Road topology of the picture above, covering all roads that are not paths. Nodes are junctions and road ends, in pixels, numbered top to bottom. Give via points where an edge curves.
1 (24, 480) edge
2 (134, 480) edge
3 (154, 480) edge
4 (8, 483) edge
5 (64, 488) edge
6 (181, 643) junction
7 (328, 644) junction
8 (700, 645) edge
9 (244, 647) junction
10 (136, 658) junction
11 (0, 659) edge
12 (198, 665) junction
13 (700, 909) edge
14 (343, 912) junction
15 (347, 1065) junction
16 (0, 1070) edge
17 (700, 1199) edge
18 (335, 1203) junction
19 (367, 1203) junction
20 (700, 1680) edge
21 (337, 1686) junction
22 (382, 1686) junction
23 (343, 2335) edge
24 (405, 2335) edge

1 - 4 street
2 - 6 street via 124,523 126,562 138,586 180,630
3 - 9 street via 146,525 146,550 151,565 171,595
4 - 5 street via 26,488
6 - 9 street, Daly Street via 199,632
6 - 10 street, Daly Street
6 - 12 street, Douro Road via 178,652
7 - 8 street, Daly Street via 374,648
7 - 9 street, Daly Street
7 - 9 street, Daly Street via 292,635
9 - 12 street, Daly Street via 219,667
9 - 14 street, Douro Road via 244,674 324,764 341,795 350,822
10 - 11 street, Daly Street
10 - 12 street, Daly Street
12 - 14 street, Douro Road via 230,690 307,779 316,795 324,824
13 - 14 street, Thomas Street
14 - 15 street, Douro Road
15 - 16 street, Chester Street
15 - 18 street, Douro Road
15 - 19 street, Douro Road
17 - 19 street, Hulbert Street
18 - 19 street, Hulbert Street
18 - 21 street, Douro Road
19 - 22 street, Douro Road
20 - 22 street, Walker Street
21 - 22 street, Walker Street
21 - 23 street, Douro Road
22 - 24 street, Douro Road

§ **YOUR ASSIGNMENT**
Using the listing above, pick out each line that contains the word "Walker", then copy it.

§ **RESPONSE AREA**
20 - 22 street, Walker Street
21 - 22 street, Walker Street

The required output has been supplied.